И у этой женщины еще был мужчина, который избил ее и отнял подаренные Комлевым две копейки.

Меня интересовало, что скажет Комлев, если ему сказать такую вещь:

– А знаешь, скоро ведь телесные наказания хотят уничтожить.

– Дай-то Бог… Когда бы это кончилось! – сказал Комлев и перекрестился.

Голынский

Когда в 1897 году в Александровской тюрьме, где собрана вся «головка» каторги, все, что есть в ней самого тяжкого и гнусного, освободилось место палача, ни один из каторжан не захотел быть палачом. Это случилось в первый раз за всю историю каторги. К этому нельзя было даже принудить, и совершенно бесплодно тех, на кого пал выбор, держали в карцере.

Но тюрьма не может быть без палача.

И «вся команда» назначила палачом Голынского.

– И не хотел идти, а команда приказывает, ничего не поделаешь! – объясняет Голынский.

– Почему же вы его выбрали? – спрашиваю каторгу.

– Хороший человек. Добер больно.

Голынскому 47 лет. Но на вид не больше 35.

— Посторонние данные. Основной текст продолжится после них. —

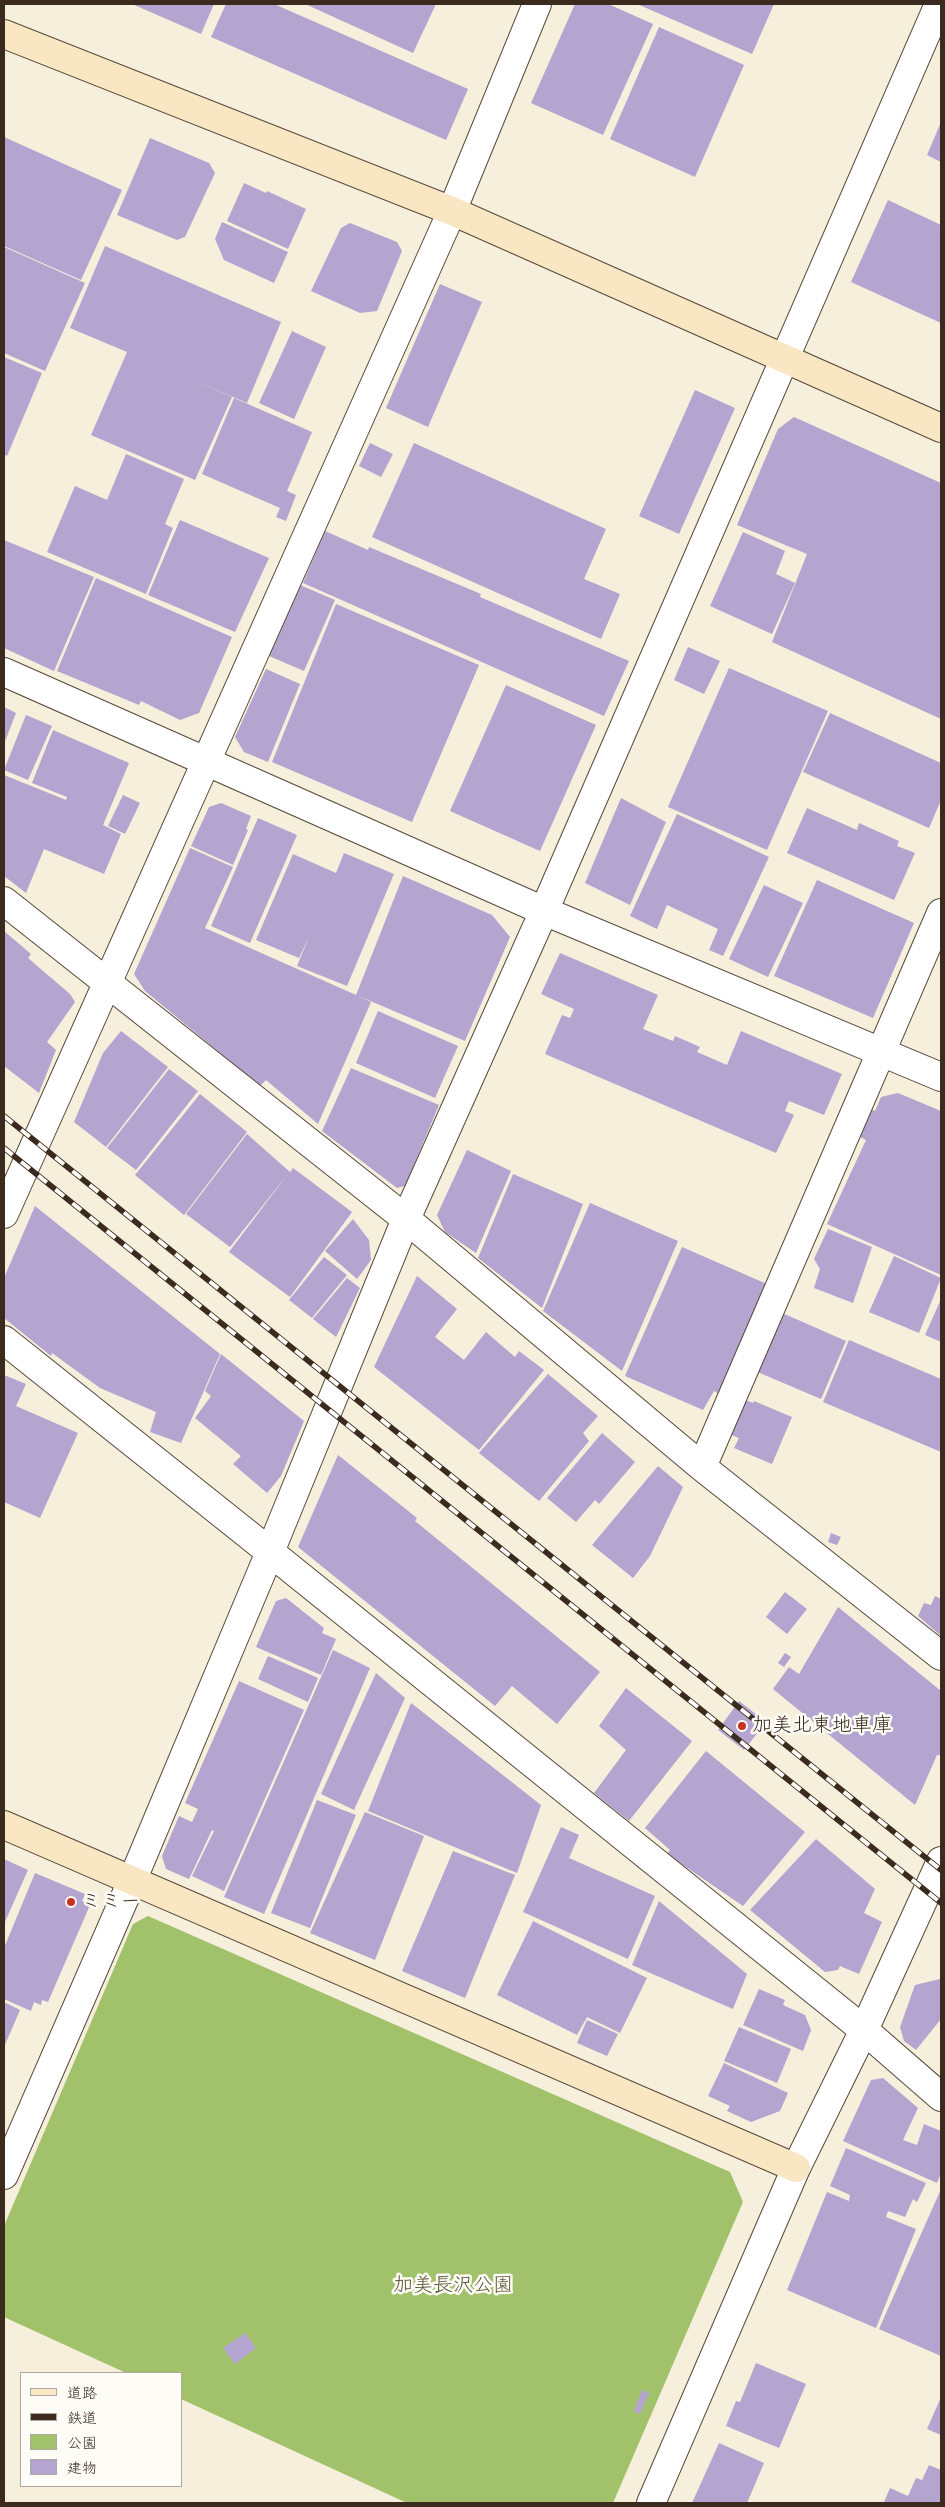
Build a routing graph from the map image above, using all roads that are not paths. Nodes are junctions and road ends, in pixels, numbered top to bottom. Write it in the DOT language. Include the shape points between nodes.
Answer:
graph roads {
  1 [pos="537,4"];
  2 [pos="939,4"];
  3 [pos="4,34"];
  4 [pos="452,211"];
  5 [pos="784,358"];
  6 [pos="941,428"];
  7 [pos="4,672"];
  8 [pos="206,761"];
  9 [pos="4,901"];
  10 [pos="544,911"];
  11 [pos="941,913"];
  12 [pos="107,984"];
  13 [pos="883,1052"];
  14 [pos="941,1077"];
  15 [pos="4,1214"];
  16 [pos="406,1219"];
  17 [pos="4,1340"];
  18 [pos="702,1467"];
  19 [pos="270,1552"];
  20 [pos="941,1656"];
  21 [pos="4,1825"];
  22 [pos="941,1861"];
  23 [pos="132,1881"];
  24 [pos="864,2030"];
  25 [pos="941,2097"];
  26 [pos="796,2168"];
  27 [pos="4,2175"];
  28 [pos="651,2503"];
  1 -- 4 [label="street"];
  2 -- 5 [label="street"];
  3 -- 4 [label="street"];
  4 -- 5 [label="street"];
  4 -- 8 [label="street"];
  5 -- 6 [label="street"];
  5 -- 10 [label="street"];
  7 -- 8 [label="street"];
  8 -- 10 [label="street"];
  8 -- 12 [label="street"];
  9 -- 12 [label="street"];
  10 -- 13 [label="street"];
  10 -- 16 [label="street"];
  11 -- 13 [label="street"];
  12 -- 15 [label="street"];
  12 -- 16 [label="street"];
  13 -- 14 [label="street"];
  13 -- 18 [label="street"];
  16 -- 18 [label="street"];
  16 -- 19 [label="street"];
  17 -- 19 [label="street"];
  18 -- 20 [label="street"];
  19 -- 23 [label="street"];
  19 -- 24 [label="street"];
  21 -- 23 [label="street"];
  22 -- 24 [label="street"];
  23 -- 26 [label="street"];
  23 -- 27 [label="street"];
  24 -- 25 [label="street"];
  24 -- 26 [label="street"];
  26 -- 28 [label="street"];
}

Удивительно моложавое, простодушное и глупое лицо. Гол как сокол, бегает в опорках, и при взгляде на него вы ни за что не сказали бы, что это палач.

– Голынский,

а сколько ты сам плетей получил?

– Сто.

– А розог?

– Тысячи три.

И предобродушно улыбается.

«Терпит» Голынский сызмальства.

Он человек добрый, но вспыльчив, горяч страшно и, вспылив, зол невероятно.

Как и Комлев, он из духовного звания, учился в каменец-подольской семинарии и был сослан под надзор полиции за нечаянное убийство товарища во время драки.

– Остервенел шибко. Треснул его по голове квадратом, – он и отдал Богу душу.

Затем он 4 года служил в военной службе и попал в заговор: пятеро солдат сговорились убить фельдфебеля – «лют был». Голынский знал об этом, не донес и был осужден на 13 1/2 лет на каторгу.

Со сбавками по манифестам ему пришлось пробыть на каторге меньше; он вышел на поселенье, был уже представлен к крестьянству, не сегодня-завтра получил бы право выезда с Сахалина на материк, но:

– Голода не выдержал. Тут-то самая голодьба и началась, с переходом в поселенчество. В работники нанимался – да что на Сахалине заработаешь. Так и жил: где день, где ночь.

Эта голодьба кончилась тем, что он, вдвоем с таким же голодным поселенцем, убил состоятельного поселенца-кавказца.

– Я ж его и убивал. Сам-то был как тень. Взмахнул топором, ударил, да сам, вместе с топором, на него и повалился. А встать и не могу. Подняли уж. [25]

25

См. очерк «Смертная казнь».

За это убийство Голынский получил 100 плетей и каторгу без срока. На этот раз в каторге ему пришлось туго.

Голынского оговорили, будто он донес о готовящемся побеге. И его избили так, что «до сих пор ноги болят».

Но и это не озлобило Голынского:

– За что ж я на всех серчать буду? А кто оговорил, тех до сих пор дую и вперед дуть всегда буду!

Этих клеветников он, говорят, бьет смертным боем при всякой встрече, а каторгу «жалеет»:

– Потому на своей шкуре и лозы, и манты (плети), и голод, – все вынес.

За эту жалостливость его и выбрали… в палачи. Сижу как-то дома, вдруг является Голынский. Лицо перетревоженное:

– Ваше высокоблагородие, пожалуйте завтра утром в тюрьму беспременно.

– Зачем?

– Говорят, драть будут. А при вас шибко драть не велят.

Этот «палач», хлопочущий, чтобы шибко драть не приказали, с перепуганным лицом, – трудно было удержаться от улыбки!

– И нескладный же ты человек, Голынский!

– Так точно; нескладный я в своей жизни человек, ваше высокоблагородие!

И предобродушно сам над собой смеется.

Хрусцель

Палач Рыковской тюрьмы Хрусцель – приземистый, стройный, необыкновенно ловкий, сильный человек. Весь словно отлит из стали. Серые, холодные, спокойные глаза, в которых светится страдание, когда он говорит о пережитых невзгодах. Присмотревшись повнимательнее, вы заметите асимметрию лица – один из признаков вырождения.

В каторгу попал за грабежи вооруженною шайкою где-то около Лодзи.